A brave new world one might add, and has been one ever since California voters approved Prop 64 which legalized weed for citizens over the age of 21 and allowed for taxation, regulation and normalization of sorts.
The confab took place at Mike Benziger’s Glentucky Family Farm on Sonoma Mountain where he grows medicinal herbs, and vegetables for the Glen Ellen Star, which his daughter owns and operates with her chef husband Ari.
Mike also grows a small but potent marijuana crop, much of which he sells to Solful, the dispensary in Sebastopol which will soon launch a sister shop in Santa Rosa. Business is good. It has been up all through the pandemic. Mike smokes his own homegrown product in a pipe in the evenings and thinks it helps to improve his health and well being.
The confab at his farm took the form of a panel. PR man and cannabis aficionado, Michael Coats, moderated ably. “It’s an indication of how far we have come that we can get together,” he said. He might have added together without anxiety and not in secrecy. In addition to Benziger, the panelists included Marley Lovell, (whose parents named him after you know who), and Ben Blake, who grow craft marijuana together in a one-quarter-of-an acre garden in Mendocino.

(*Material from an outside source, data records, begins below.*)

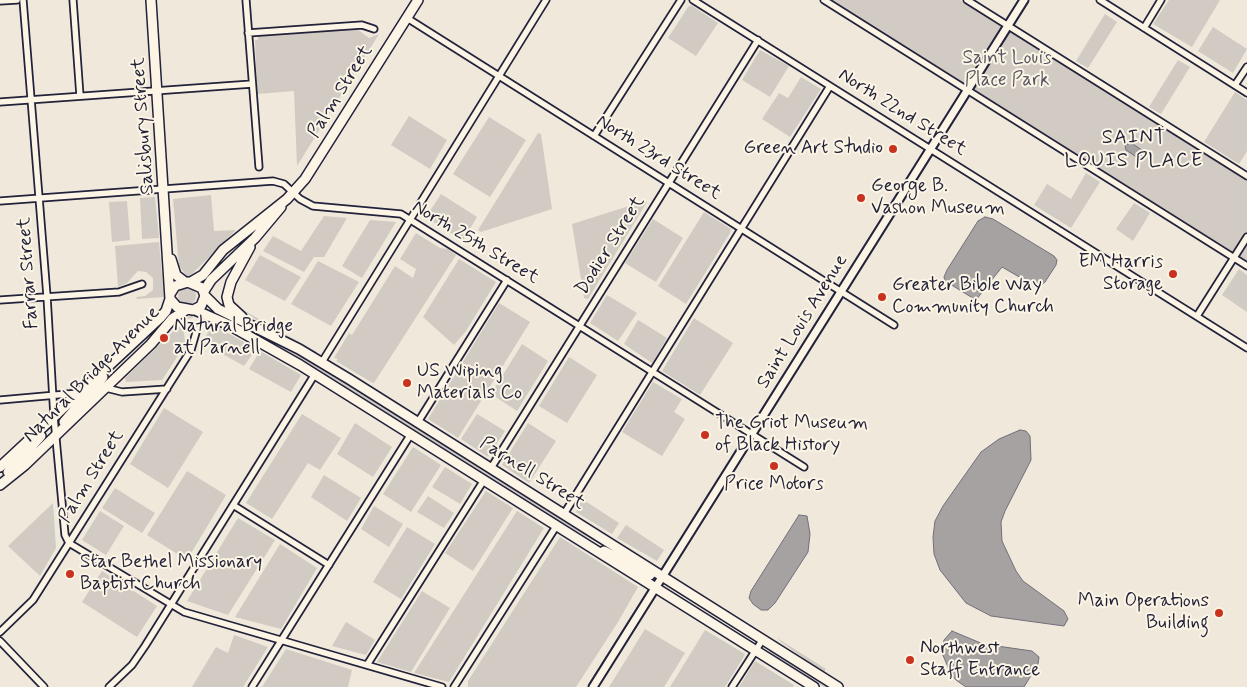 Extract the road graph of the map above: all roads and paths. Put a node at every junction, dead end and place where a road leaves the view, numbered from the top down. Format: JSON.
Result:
{"nodes":[{"id":1,"x":17,"y":0,"type":"edge"},
{"id":2,"x":23,"y":0,"type":"edge"},
{"id":3,"x":73,"y":0,"type":"edge"},
{"id":4,"x":151,"y":0,"type":"edge"},
{"id":5,"x":246,"y":0,"type":"edge"},
{"id":6,"x":418,"y":0,"type":"edge"},
{"id":7,"x":546,"y":0,"type":"edge"},
{"id":8,"x":681,"y":0,"type":"edge"},
{"id":9,"x":694,"y":0,"type":"edge"},
{"id":10,"x":824,"y":0,"type":"edge"},
{"id":11,"x":967,"y":0,"type":"edge"},
{"id":12,"x":1024,"y":0,"type":"edge"},
{"id":13,"x":1100,"y":0,"type":"edge"},
{"id":14,"x":1161,"y":0,"type":"edge"},
{"id":15,"x":0,"y":1,"type":"edge"},
{"id":16,"x":407,"y":18,"type":"junction"},
{"id":17,"x":1008,"y":26,"type":"junction"},
{"id":18,"x":1144,"y":28,"type":"junction"},
{"id":19,"x":374,"y":29,"type":"dead end"},
{"id":20,"x":248,"y":33,"type":"junction"},
{"id":21,"x":758,"y":40,"type":"junction"},
{"id":22,"x":1247,"y":67,"type":"edge"},
{"id":23,"x":499,"y":76,"type":"junction"},
{"id":24,"x":252,"y":84,"type":"junction"},
{"id":25,"x":1235,"y":85,"type":"junction"},
{"id":26,"x":830,"y":86,"type":"junction"},
{"id":27,"x":157,"y":90,"type":"junction"},
{"id":28,"x":967,"y":90,"type":"junction"},
{"id":29,"x":1247,"y":93,"type":"edge"},
{"id":30,"x":80,"y":96,"type":"junction"},
{"id":31,"x":30,"y":100,"type":"junction"},
{"id":32,"x":0,"y":102,"type":"edge"},
{"id":33,"x":594,"y":136,"type":"junction"},
{"id":34,"x":931,"y":149,"type":"junction"},
{"id":35,"x":259,"y":167,"type":"dead end"},
{"id":36,"x":1247,"y":176,"type":"edge"},
{"id":37,"x":668,"y":182,"type":"junction"},
{"id":38,"x":165,"y":189,"type":"junction"},
{"id":39,"x":290,"y":196,"type":"junction"},
{"id":40,"x":39,"y":199,"type":"junction"},
{"id":41,"x":0,"y":201,"type":"edge"},
{"id":42,"x":410,"y":219,"type":"junction"},
{"id":43,"x":741,"y":228,"type":"junction"},
{"id":44,"x":1247,"y":237,"type":"edge"},
{"id":45,"x":255,"y":238,"type":"junction"},
{"id":46,"x":168,"y":249,"type":"junction"},
{"id":47,"x":1234,"y":258,"type":"junction"},
{"id":48,"x":1247,"y":266,"type":"edge"},
{"id":49,"x":507,"y":280,"type":"junction"},
{"id":50,"x":188,"y":282,"type":"junction"},
{"id":51,"x":142,"y":284,"type":"dead end"},
{"id":52,"x":842,"y":291,"type":"junction"},
{"id":53,"x":205,"y":293,"type":"junction"},
{"id":54,"x":47,"y":296,"type":"junction"},
{"id":55,"x":170,"y":297,"type":"junction"},
{"id":56,"x":0,"y":300,"type":"edge"},
{"id":57,"x":190,"y":310,"type":"junction"},
{"id":58,"x":1197,"y":316,"type":"junction"},
{"id":59,"x":894,"y":325,"type":"dead end"},
{"id":60,"x":580,"y":326,"type":"junction"},
{"id":61,"x":197,"y":330,"type":"dead end"},
{"id":62,"x":260,"y":330,"type":"junction"},
{"id":63,"x":1247,"y":348,"type":"edge"},
{"id":64,"x":116,"y":358,"type":"junction"},
{"id":65,"x":322,"y":362,"type":"junction"},
{"id":66,"x":652,"y":371,"type":"junction"},
{"id":67,"x":315,"y":374,"type":"junction"},
{"id":68,"x":106,"y":388,"type":"junction"},
{"id":69,"x":167,"y":389,"type":"junction"},
{"id":70,"x":79,"y":393,"type":"junction"},
{"id":71,"x":53,"y":394,"type":"junction"},
{"id":72,"x":0,"y":400,"type":"edge"},
{"id":73,"x":54,"y":417,"type":"junction"},
{"id":74,"x":418,"y":422,"type":"junction"},
{"id":75,"x":411,"y":434,"type":"junction"},
{"id":76,"x":752,"y":434,"type":"junction"},
{"id":77,"x":55,"y":436,"type":"junction"},
{"id":78,"x":0,"y":467,"type":"edge"},
{"id":79,"x":804,"y":467,"type":"dead end"},
{"id":80,"x":491,"y":468,"type":"junction"},
{"id":81,"x":484,"y":480,"type":"junction"},
{"id":82,"x":0,"y":484,"type":"edge"},
{"id":83,"x":233,"y":505,"type":"junction"},
{"id":84,"x":564,"y":514,"type":"junction"},
{"id":85,"x":557,"y":525,"type":"junction"},
{"id":86,"x":69,"y":543,"type":"junction"},
{"id":87,"x":584,"y":543,"type":"junction"},
{"id":88,"x":329,"y":565,"type":"junction"},
{"id":89,"x":663,"y":576,"type":"junction"},
{"id":90,"x":655,"y":588,"type":"junction"},
{"id":91,"x":172,"y":605,"type":"junction"},
{"id":92,"x":0,"y":632,"type":"edge"},
{"id":93,"x":763,"y":639,"type":"junction"},
{"id":94,"x":282,"y":640,"type":"junction"},
{"id":95,"x":0,"y":641,"type":"edge"},
{"id":96,"x":755,"y":650,"type":"junction"},
{"id":97,"x":367,"y":665,"type":"junction"},
{"id":98,"x":44,"y":687,"type":"edge"},
{"id":99,"x":109,"y":687,"type":"edge"},
{"id":100,"x":252,"y":687,"type":"edge"},
{"id":101,"x":442,"y":687,"type":"edge"},
{"id":102,"x":454,"y":687,"type":"edge"},
{"id":103,"x":593,"y":687,"type":"edge"},
{"id":104,"x":732,"y":687,"type":"edge"},
{"id":105,"x":814,"y":687,"type":"edge"},
{"id":106,"x":838,"y":687,"type":"edge"}],
"edges":[{"from":1,"to":15,"type":"street"},
{"from":2,"to":31,"type":"street","name":"Farrar Street"},
{"from":3,"to":30,"type":"street"},
{"from":4,"to":27,"type":"main road","name":"Salisbury Street"},
{"from":5,"to":20,"type":"street"},
{"from":6,"to":16,"type":"main road","name":"Palm Street"},
{"from":7,"to":23,"type":"street"},
{"from":8,"to":33,"type":"street"},
{"from":9,"to":21,"type":"street","name":"North 22nd Street"},
{"from":10,"to":28,"type":"street"},
{"from":11,"to":17,"type":"street"},
{"from":12,"to":17,"type":"street","name":"Saint Louis Avenue"},
{"from":13,"to":18,"type":"street"},
{"from":14,"to":18,"type":"street"},
{"from":16,"to":23,"type":"street","name":"North 23rd Street"},
{"from":16,"to":39,"type":"main road","name":"Palm Street"},
{"from":17,"to":28,"type":"street","name":"Saint Louis Avenue"},
{"from":17,"to":36,"type":"street"},
{"from":18,"to":25,"type":"street"},
{"from":19,"to":20,"type":"street"},
{"from":20,"to":24,"type":"street"},
{"from":21,"to":26,"type":"street","name":"North 22nd Street"},
{"from":21,"to":37,"type":"street","name":"Dodier Street"},
{"from":22,"to":25,"type":"street"},
{"from":23,"to":33,"type":"street","name":"North 23rd Street"},
{"from":23,"to":42,"type":"street"},
{"from":24,"to":27,"type":"street"},
{"from":24,"to":35,"type":"street"},
{"from":25,"to":29,"type":"street"},
{"from":26,"to":34,"type":"street","name":"North 22nd Street"},
{"from":26,"to":43,"type":"street"},
{"from":27,"to":30,"type":"street"},
{"from":27,"to":38,"type":"main road","name":"Salisbury Street"},
{"from":28,"to":34,"type":"street","name":"Saint Louis Avenue"},
{"from":28,"to":47,"type":"street"},
{"from":30,"to":31,"type":"street"},
{"from":31,"to":32,"type":"street"},
{"from":31,"to":40,"type":"street","name":"Farrar Street"},
{"from":33,"to":37,"type":"street","name":"North 23rd Street"},
{"from":34,"to":52,"type":"street","name":"Saint Louis Avenue"},
{"from":34,"to":58,"type":"street","name":"North 22nd Street"},
{"from":37,"to":43,"type":"street","name":"North 23rd Street"},
{"from":37,"to":60,"type":"street","name":"Dodier Street"},
{"from":38,"to":39,"type":"street","name":"North 25th Street"},
{"from":38,"to":40,"type":"street","name":"North 25th Street"},
{"from":38,"to":46,"type":"main road","name":"Salisbury Street"},
{"from":39,"to":42,"type":"street","name":"North 25th Street"},
{"from":39,"to":45,"type":"main road"},
{"from":39,"to":50,"type":"main road"},
{"from":40,"to":41,"type":"street","name":"North 25th Street"},
{"from":40,"to":54,"type":"street","name":"Farrar Street"},
{"from":42,"to":49,"type":"street","name":"North 25th Street"},
{"from":42,"to":65,"type":"street"},
{"from":43,"to":52,"type":"street","name":"North 23rd Street"},
{"from":43,"to":66,"type":"street"},
{"from":44,"to":47,"type":"street"},
{"from":45,"to":53,"type":"main road"},
{"from":45,"to":62,"type":"main road"},
{"from":46,"to":50,"type":"main road","name":"Salisbury Street"},
{"from":46,"to":55,"type":"main road","name":"Salisbury Street"},
{"from":47,"to":48,"type":"street"},
{"from":47,"to":58,"type":"street"},
{"from":49,"to":60,"type":"street","name":"North 25th Street"},
{"from":49,"to":74,"type":"street"},
{"from":50,"to":53,"type":"main road"},
{"from":50,"to":55,"type":"main road"},
{"from":51,"to":54,"type":"street"},
{"from":52,"to":59,"type":"street","name":"North 23rd Street"},
{"from":52,"to":76,"type":"street","name":"Saint Louis Avenue"},
{"from":53,"to":57,"type":"main road"},
{"from":53,"to":62,"type":"main road","name":"Parnell Street"},
{"from":54,"to":56,"type":"street"},
{"from":54,"to":71,"type":"street","name":"Farrar Street"},
{"from":55,"to":57,"type":"main road"},
{"from":55,"to":64,"type":"main road","name":"Natural Bridge Avenue"},
{"from":57,"to":67,"type":"main road","name":"Parnell Street"},
{"from":57,"to":68,"type":"main road","name":"Natural Bridge Avenue"},
{"from":58,"to":63,"type":"street","name":"North 22nd Street"},
{"from":60,"to":66,"type":"street","name":"North 25th Street"},
{"from":60,"to":80,"type":"street","name":"Dodier Street"},
{"from":61,"to":69,"type":"street","name":"Palm Street"},
{"from":62,"to":65,"type":"main road","name":"Parnell Street"},
{"from":64,"to":70,"type":"main road","name":"Natural Bridge Avenue"},
{"from":64,"to":77,"type":"main road"},
{"from":65,"to":74,"type":"main road","name":"Parnell Street"},
{"from":66,"to":76,"type":"street","name":"North 25th Street"},
{"from":66,"to":84,"type":"street"},
{"from":67,"to":75,"type":"main road","name":"Parnell Street"},
{"from":67,"to":83,"type":"street"},
{"from":68,"to":69,"type":"street"},
{"from":68,"to":77,"type":"main road","name":"Natural Bridge Avenue"},
{"from":69,"to":86,"type":"street","name":"Palm Street"},
{"from":70,"to":71,"type":"street"},
{"from":70,"to":73,"type":"main road","name":"Natural Bridge Avenue"},
{"from":71,"to":72,"type":"street"},
{"from":71,"to":73,"type":"street","name":"Farrar Street"},
{"from":73,"to":77,"type":"street","name":"Farrar Street"},
{"from":73,"to":78,"type":"main road","name":"Natural Bridge Avenue"},
{"from":73,"to":82,"type":"main road"},
{"from":74,"to":80,"type":"main road","name":"Parnell Street"},
{"from":75,"to":81,"type":"main road","name":"Parnell Street"},
{"from":75,"to":88,"type":"street"},
{"from":76,"to":79,"type":"street","name":"North 25th Street"},
{"from":76,"to":89,"type":"street","name":"Saint Louis Avenue"},
{"from":77,"to":82,"type":"main road","name":"Natural Bridge Avenue"},
{"from":77,"to":86,"type":"street","name":"Farrar Street"},
{"from":80,"to":84,"type":"main road","name":"Parnell Street"},
{"from":81,"to":85,"type":"main road","name":"Parnell Street"},
{"from":81,"to":97,"type":"street"},
{"from":83,"to":88,"type":"street"},
{"from":83,"to":91,"type":"street"},
{"from":84,"to":89,"type":"main road","name":"Parnell Street"},
{"from":85,"to":87,"type":"main road","name":"Parnell Street"},
{"from":85,"to":102,"type":"street"},
{"from":86,"to":91,"type":"street"},
{"from":86,"to":92,"type":"street","name":"Palm Street"},
{"from":87,"to":89,"type":"main road"},
{"from":87,"to":90,"type":"main road","name":"Parnell Street"},
{"from":88,"to":94,"type":"street"},
{"from":89,"to":90,"type":"street","name":"Saint Louis Avenue"},
{"from":89,"to":93,"type":"main road","name":"Parnell Street"},
{"from":90,"to":96,"type":"main road","name":"Parnell Street"},
{"from":90,"to":103,"type":"street","name":"Saint Louis Avenue"},
{"from":91,"to":94,"type":"street"},
{"from":91,"to":99,"type":"street"},
{"from":93,"to":96,"type":"street"},
{"from":93,"to":106,"type":"main road","name":"Parnell Street"},
{"from":94,"to":97,"type":"street"},
{"from":94,"to":100,"type":"street"},
{"from":95,"to":98,"type":"street"},
{"from":96,"to":104,"type":"street"},
{"from":96,"to":105,"type":"main road","name":"Parnell Street"},
{"from":97,"to":101,"type":"street"}]}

They say they’re following the rules and that they’re strictly legit. These days it can be hard to tell who is legal and who isn’t. Many growers go the blackmarket route at the same time that they adhere to county and state regulations. “Some folks think it’s their duty to disobey unjust law, “ said David Downs, the California bureau chief of Leafy, an industry publication.

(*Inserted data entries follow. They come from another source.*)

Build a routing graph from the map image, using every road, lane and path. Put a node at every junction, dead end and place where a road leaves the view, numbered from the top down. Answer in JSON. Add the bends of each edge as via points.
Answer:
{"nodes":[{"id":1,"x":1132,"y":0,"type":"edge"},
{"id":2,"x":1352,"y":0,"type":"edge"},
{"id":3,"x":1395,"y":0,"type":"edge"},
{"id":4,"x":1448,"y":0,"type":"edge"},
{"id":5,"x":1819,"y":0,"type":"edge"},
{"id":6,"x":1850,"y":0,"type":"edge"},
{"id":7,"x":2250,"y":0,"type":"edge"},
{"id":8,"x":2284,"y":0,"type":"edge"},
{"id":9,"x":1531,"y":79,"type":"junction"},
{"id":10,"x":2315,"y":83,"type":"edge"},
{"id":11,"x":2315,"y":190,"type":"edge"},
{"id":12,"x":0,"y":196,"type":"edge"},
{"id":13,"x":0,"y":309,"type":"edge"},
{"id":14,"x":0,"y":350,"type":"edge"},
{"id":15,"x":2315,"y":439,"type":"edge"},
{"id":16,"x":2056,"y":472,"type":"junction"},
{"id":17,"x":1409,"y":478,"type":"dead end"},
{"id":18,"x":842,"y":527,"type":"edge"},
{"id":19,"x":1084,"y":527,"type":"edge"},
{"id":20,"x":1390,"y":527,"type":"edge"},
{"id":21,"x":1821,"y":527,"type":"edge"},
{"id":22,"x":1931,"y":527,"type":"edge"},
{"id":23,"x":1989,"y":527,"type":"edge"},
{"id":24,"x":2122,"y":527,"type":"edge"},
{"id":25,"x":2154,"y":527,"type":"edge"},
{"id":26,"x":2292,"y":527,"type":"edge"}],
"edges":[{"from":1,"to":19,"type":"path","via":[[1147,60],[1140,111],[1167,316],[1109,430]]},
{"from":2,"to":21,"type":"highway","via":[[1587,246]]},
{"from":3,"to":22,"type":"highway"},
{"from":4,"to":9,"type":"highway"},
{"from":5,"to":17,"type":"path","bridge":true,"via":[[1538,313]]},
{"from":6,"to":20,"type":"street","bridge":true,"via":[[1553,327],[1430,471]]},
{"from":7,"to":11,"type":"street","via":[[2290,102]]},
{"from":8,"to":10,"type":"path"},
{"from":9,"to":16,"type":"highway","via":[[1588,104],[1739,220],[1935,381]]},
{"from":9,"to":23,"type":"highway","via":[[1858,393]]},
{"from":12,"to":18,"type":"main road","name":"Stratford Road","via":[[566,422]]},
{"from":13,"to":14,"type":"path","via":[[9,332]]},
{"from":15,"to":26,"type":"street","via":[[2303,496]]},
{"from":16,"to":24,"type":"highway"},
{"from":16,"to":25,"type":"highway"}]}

No one knows more about weed in the Golden State and in the whole U.S. than Downs. Indeed, if anyone has his or her pulse on the industry it’s him, so nearly everyone at the confab paid close attention to what he said. What he said was news: that cannabis is so big in Oklahoma that Sooners are now calling their state “Smokeahoma,” and also that California dealers are buying at dirt cheap prices weed cultivated and harvested in Oregon where there’s a glut, and that they were packaging it and reselling it in California at inflated California prices.
Downs said, “There are no clear good guys and bad guys. It’s a rich and a complex story.” He added that exporting cannabis legally from California to other states would not happen soon.

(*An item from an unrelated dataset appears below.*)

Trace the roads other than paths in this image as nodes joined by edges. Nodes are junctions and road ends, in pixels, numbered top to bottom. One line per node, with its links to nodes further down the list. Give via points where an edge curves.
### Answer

There were almost as many reporters at the confab as growers. They came from the Sonoma Business Journal, The Sonoma Index Tribune, The Valley of the Moon, the Bohemian, and the Sonoma Sun. The Business Journal representative wanted to know if some legitimate growers were snitching on outlaw growers to eliminate competition. Ben Blake said that some snitching was going on but that it wasn’t a major trend.
Benziger said that he was irrigating his plants mostly from rain water and not groundwater and that so far the drought had not been a big issue for him. After the panel discussion, he led a tour of his vegetable and herb garden and then took guests into his marijuana patch where the plants towered above the people. “You’re smoking the farm when you smoke Glentucky cannabis,” he said. “It’s important to educate the public through show and tell.” The kind of weed he wanted, he explained, “reduced anxiety and increased awareness.”
Eli Melrod from Solful said that cannabis was once a mysterious crop and that it was important to connect consumers to farmers and educate both groups. The older generation in his own family had become informed. “My mother tells me that pot today smells like flowers,” he said. “She loves it.”
The swag from Solful—hats, water bottles and T-shirts—was cool. The soft drinks and the sandwiches, fruit and vegetables were more than ample. The pot? No one, except David Downs was smoking pot and he was discreet about it. Benziger gave me a small jar with half-a-dozens buds from a stain called “La Bamba.” I took the jar home. I’m saving the weed for a rainy day which I hope comes sooner rather than later.